──────── Exercise input
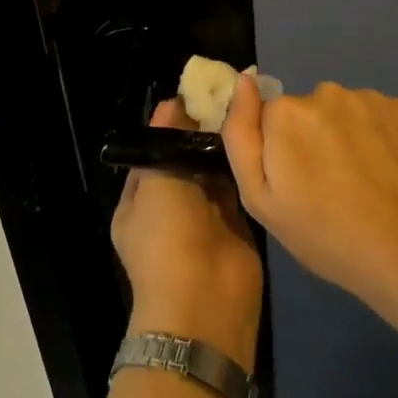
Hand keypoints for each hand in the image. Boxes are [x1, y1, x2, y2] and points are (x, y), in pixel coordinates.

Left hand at [112, 98, 263, 370]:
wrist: (206, 305)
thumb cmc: (168, 239)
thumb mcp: (155, 182)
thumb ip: (165, 141)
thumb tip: (174, 102)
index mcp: (139, 200)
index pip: (153, 150)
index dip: (171, 123)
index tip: (197, 92)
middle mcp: (170, 206)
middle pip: (185, 158)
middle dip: (202, 131)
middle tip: (228, 93)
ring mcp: (204, 217)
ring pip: (213, 171)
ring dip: (224, 146)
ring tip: (246, 106)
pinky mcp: (235, 225)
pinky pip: (237, 187)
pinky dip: (244, 166)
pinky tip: (258, 135)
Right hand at [223, 78, 397, 305]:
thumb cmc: (325, 234)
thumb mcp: (260, 199)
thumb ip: (240, 134)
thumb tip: (244, 81)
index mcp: (286, 112)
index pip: (272, 117)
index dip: (282, 150)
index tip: (298, 182)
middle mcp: (326, 92)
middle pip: (310, 111)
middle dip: (315, 139)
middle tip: (331, 187)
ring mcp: (371, 98)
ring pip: (348, 113)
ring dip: (350, 137)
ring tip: (365, 183)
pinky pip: (383, 117)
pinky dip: (384, 138)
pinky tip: (392, 173)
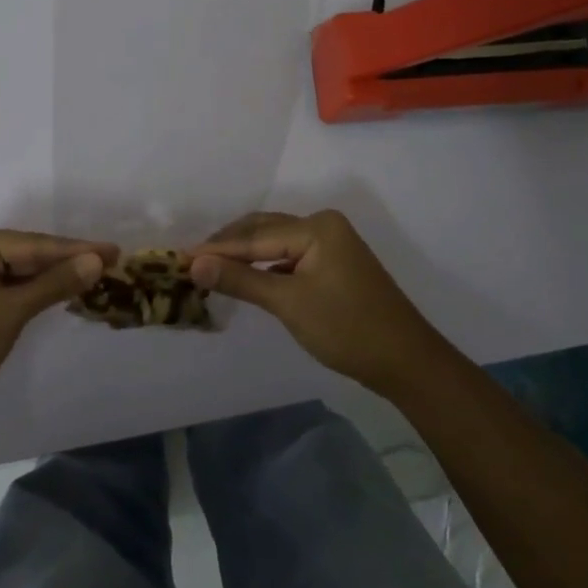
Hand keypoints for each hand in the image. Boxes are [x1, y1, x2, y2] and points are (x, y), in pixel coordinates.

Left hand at [0, 228, 118, 418]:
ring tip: (96, 273)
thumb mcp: (9, 313)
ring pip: (20, 269)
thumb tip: (97, 260)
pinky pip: (9, 284)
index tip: (115, 250)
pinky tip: (61, 289)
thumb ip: (54, 284)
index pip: (34, 244)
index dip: (77, 249)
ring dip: (54, 275)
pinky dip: (34, 289)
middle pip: (28, 252)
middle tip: (112, 261)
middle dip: (68, 260)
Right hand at [190, 210, 438, 395]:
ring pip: (275, 242)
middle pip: (263, 230)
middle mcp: (323, 225)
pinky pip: (289, 255)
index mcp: (316, 226)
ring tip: (210, 268)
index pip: (254, 236)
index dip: (216, 248)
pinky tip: (246, 277)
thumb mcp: (289, 303)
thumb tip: (195, 263)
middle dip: (228, 246)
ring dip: (244, 255)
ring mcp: (331, 243)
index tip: (180, 257)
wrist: (407, 362)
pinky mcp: (333, 263)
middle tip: (191, 262)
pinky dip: (265, 265)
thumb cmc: (347, 329)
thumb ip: (241, 280)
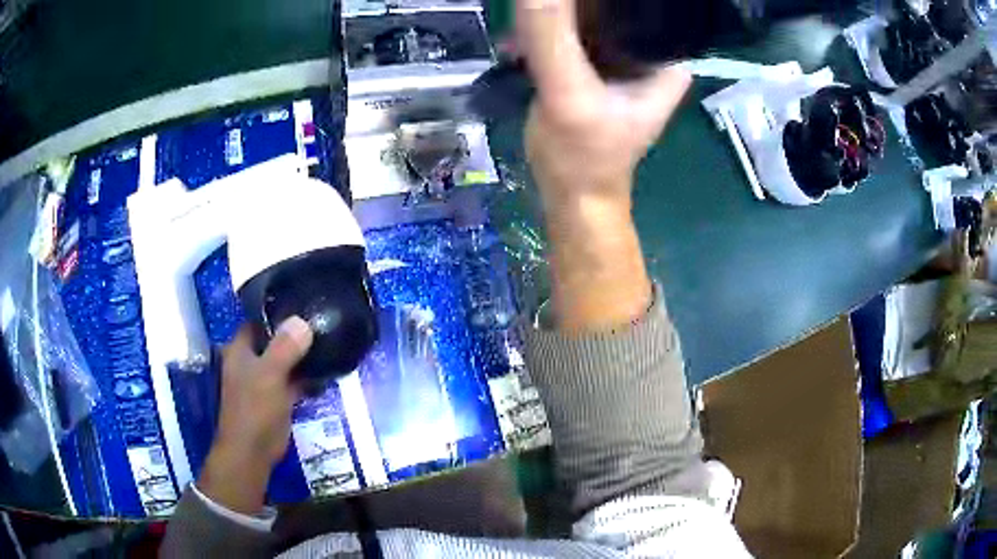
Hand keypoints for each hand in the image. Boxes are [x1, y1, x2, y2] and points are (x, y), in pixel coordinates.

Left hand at [198, 317, 312, 514]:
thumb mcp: (270, 374)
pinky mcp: (276, 398)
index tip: (303, 304)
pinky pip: (293, 380)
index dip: (277, 312)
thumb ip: (285, 347)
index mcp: (240, 349)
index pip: (258, 321)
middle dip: (294, 334)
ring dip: (302, 355)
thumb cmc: (255, 409)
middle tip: (322, 322)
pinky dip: (306, 376)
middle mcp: (250, 361)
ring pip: (284, 360)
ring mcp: (263, 380)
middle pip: (273, 340)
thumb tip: (302, 320)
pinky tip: (327, 370)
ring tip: (329, 341)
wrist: (252, 452)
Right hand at [518, 0, 690, 205]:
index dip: (594, 2)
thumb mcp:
────────────────
Problem statement:
Please repeat all of the data exactly as it stands, leaving the pictures out.

Answer box:
Hand keypoints for each hand in the image. Boxes are [x1, y1, x2, y2] and points are (x, y), in pixel coordinates.

Left hand at [112, 98, 263, 370]:
wrist: (206, 305)
thumb cmc: (168, 239)
thumb mcp: (155, 182)
thumb ip: (165, 141)
thumb tip: (174, 102)
index mcp: (139, 200)
index pip: (153, 150)
index dip: (171, 123)
index tip: (197, 92)
middle mcp: (170, 206)
middle pip: (185, 158)
middle dip: (202, 131)
middle tip: (228, 93)
ring mcp: (204, 217)
ring pip: (213, 171)
ring dip: (224, 146)
ring tip: (246, 106)
pinky mcp: (235, 225)
pinky pip: (237, 187)
pinky dip: (244, 166)
pinky tip: (258, 135)
Right hand at [223, 78, 397, 305]:
thumb cmc: (325, 234)
thumb mcp: (260, 199)
thumb ip: (240, 134)
thumb tip: (244, 81)
index mcp: (286, 112)
index pip: (272, 117)
index dip: (282, 150)
index tip: (298, 182)
middle mcp: (326, 92)
middle pip: (310, 111)
middle dip: (315, 139)
middle tip: (331, 187)
ring mcp: (371, 98)
ring pip: (348, 113)
ring dip: (350, 137)
ring tip: (365, 183)
pinky pip: (383, 117)
pinky dip: (384, 138)
pinky tip: (392, 173)
Hand keypoints for each hand in the image. Boxes are [x1, y1, x2, y2] and points are (x, y), in pixel coordinates.

Left hand at [0, 228, 118, 418]:
ring tip: (96, 273)
thumb mcp: (9, 313)
ring pip: (20, 269)
thumb tip: (97, 260)
pinky pip: (9, 284)
index tip: (115, 250)
pinky tip: (61, 289)
thumb ip: (54, 284)
index pip: (34, 244)
index dip: (77, 249)
ring dip: (54, 275)
pinky dip: (34, 289)
middle pip: (28, 252)
middle tip: (112, 261)
middle dip: (68, 260)
Right hand at [190, 210, 438, 395]:
ring pip: (275, 242)
middle pip: (263, 230)
middle mcp: (323, 225)
pinky pip: (289, 255)
index mcp: (316, 226)
ring tip: (210, 268)
index pip: (254, 236)
index dip: (216, 248)
pinky tip: (246, 277)
thumb mcp: (289, 303)
thumb tip: (195, 263)
middle dip: (228, 246)
ring dip: (244, 255)
ring mcp: (331, 243)
index tip: (180, 257)
wrist: (407, 362)
pinky mcp: (333, 263)
middle tip: (191, 262)
pinky dip: (265, 265)
thumb cmc: (347, 329)
thumb ip: (241, 280)
Hand keypoints for each hand in the image. Boxes are [x1, y1, x2, y2] and points are (x, y), in pixel coordinates.

Left hand at [198, 317, 312, 514]:
thumb mcp: (270, 374)
pinky mcp: (276, 398)
index tip: (303, 304)
pinky pip: (293, 380)
index dip: (277, 312)
thumb ip: (285, 347)
index mcp: (240, 349)
index pip: (258, 321)
middle dip: (294, 334)
ring dip: (302, 355)
thumb cmc: (255, 409)
middle tip: (322, 322)
pinky dip: (306, 376)
middle mcp: (250, 361)
ring pip: (284, 360)
ring mcp: (263, 380)
middle pip: (273, 340)
thumb tip: (302, 320)
pinky tip: (327, 370)
ring tip: (329, 341)
wrist: (252, 452)
Right hand at [518, 0, 690, 205]:
index dip: (594, 2)
thumb mcp:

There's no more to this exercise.